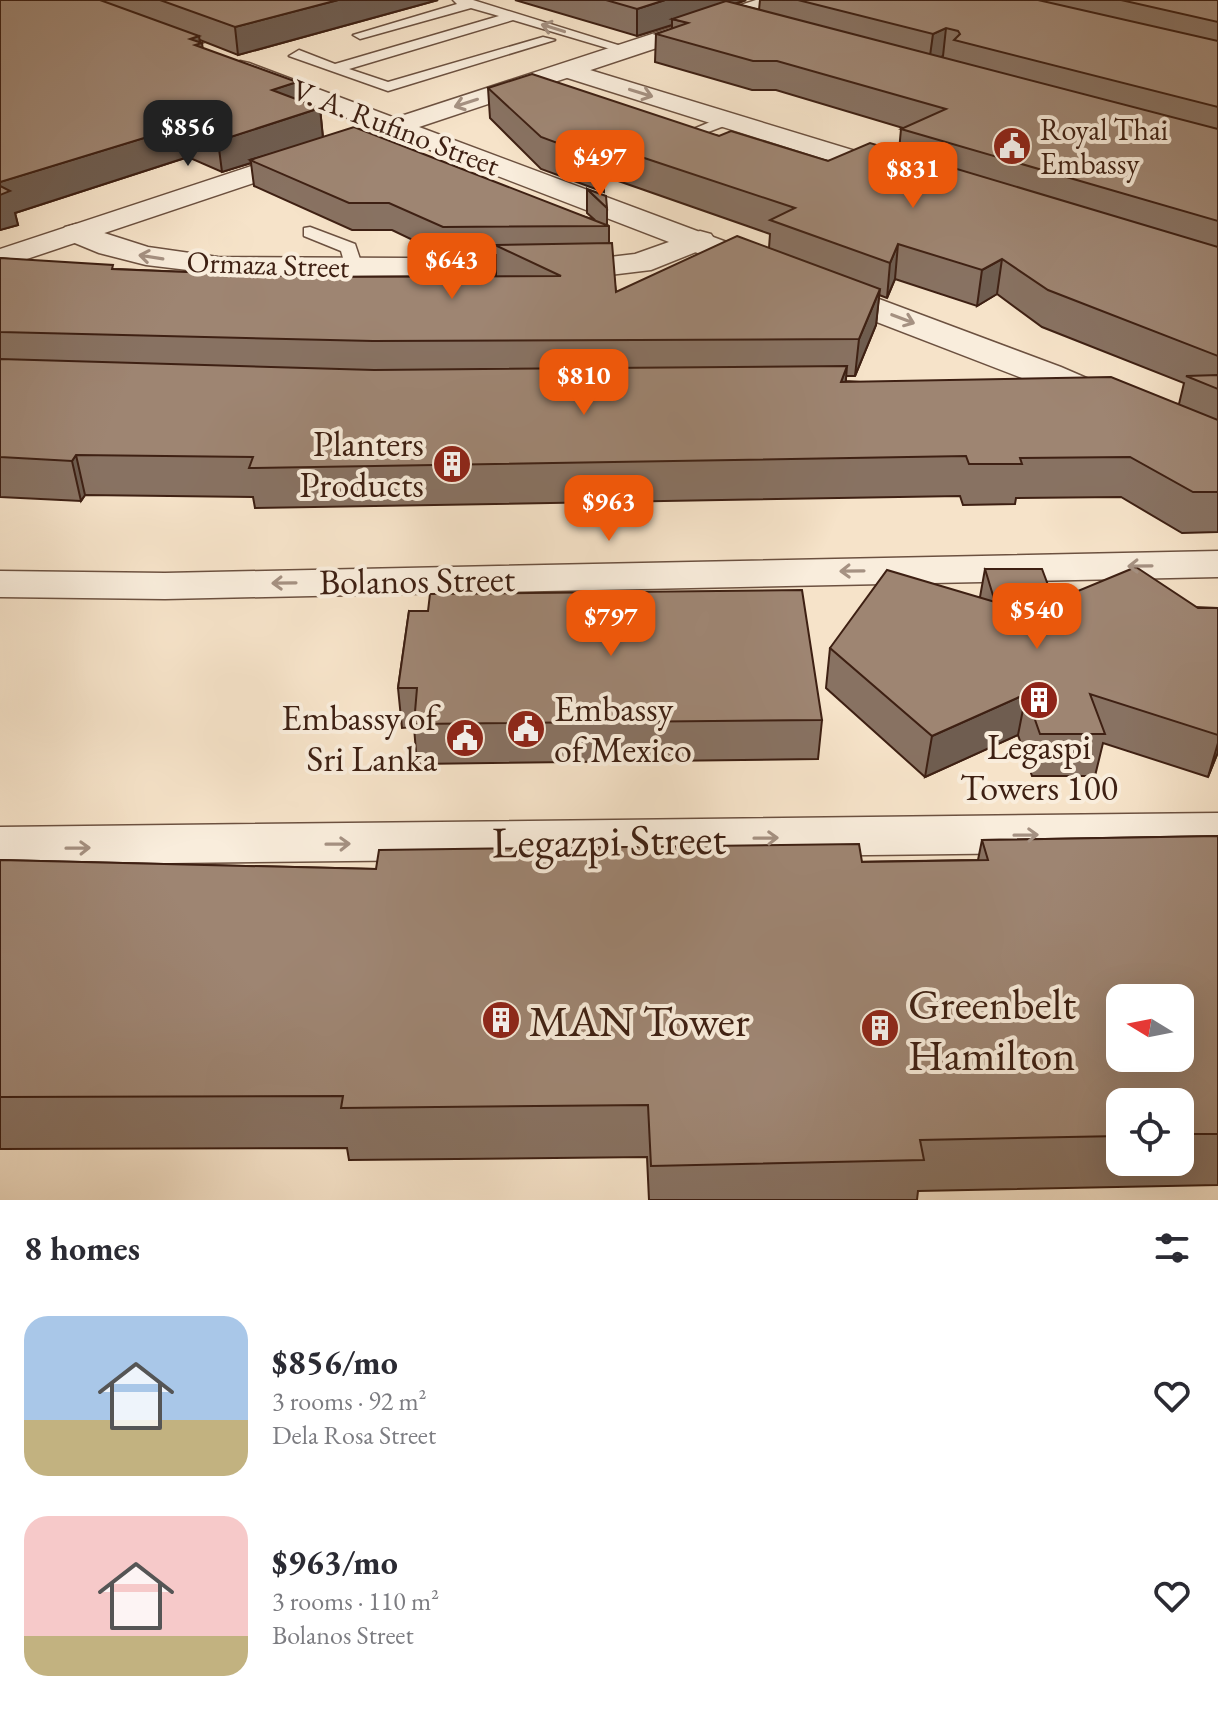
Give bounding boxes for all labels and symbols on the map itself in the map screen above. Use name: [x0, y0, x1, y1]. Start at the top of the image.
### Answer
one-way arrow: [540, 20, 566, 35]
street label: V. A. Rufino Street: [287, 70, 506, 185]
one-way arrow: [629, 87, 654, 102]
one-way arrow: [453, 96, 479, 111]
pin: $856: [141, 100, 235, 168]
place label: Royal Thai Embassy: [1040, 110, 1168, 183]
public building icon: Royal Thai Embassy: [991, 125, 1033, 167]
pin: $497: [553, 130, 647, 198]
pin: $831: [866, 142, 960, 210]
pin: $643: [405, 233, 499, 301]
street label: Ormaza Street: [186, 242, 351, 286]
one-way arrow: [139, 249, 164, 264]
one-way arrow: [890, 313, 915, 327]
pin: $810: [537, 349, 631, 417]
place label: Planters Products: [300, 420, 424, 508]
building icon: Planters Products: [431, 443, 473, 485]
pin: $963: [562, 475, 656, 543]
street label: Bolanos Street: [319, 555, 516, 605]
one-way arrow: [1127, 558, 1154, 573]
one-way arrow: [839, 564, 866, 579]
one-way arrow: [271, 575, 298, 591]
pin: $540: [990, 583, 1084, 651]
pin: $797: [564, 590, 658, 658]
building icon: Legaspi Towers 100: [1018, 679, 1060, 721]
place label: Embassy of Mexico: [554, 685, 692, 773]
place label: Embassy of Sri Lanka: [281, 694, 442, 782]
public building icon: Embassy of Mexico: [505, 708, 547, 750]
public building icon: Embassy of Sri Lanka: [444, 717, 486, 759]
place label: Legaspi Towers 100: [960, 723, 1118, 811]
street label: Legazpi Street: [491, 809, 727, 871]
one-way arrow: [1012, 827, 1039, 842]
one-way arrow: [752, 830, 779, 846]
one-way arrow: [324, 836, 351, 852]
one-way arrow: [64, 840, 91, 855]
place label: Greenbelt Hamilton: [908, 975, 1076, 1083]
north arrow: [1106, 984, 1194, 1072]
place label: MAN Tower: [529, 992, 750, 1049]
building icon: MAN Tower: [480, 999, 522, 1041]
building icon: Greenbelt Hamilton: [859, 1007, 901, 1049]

*Your task*. Look through the entries above and find each line where the word "Towers" occurs; copy those lines.

*Response*.
building icon: Legaspi Towers 100: [1018, 679, 1060, 721]
place label: Legaspi Towers 100: [960, 723, 1118, 811]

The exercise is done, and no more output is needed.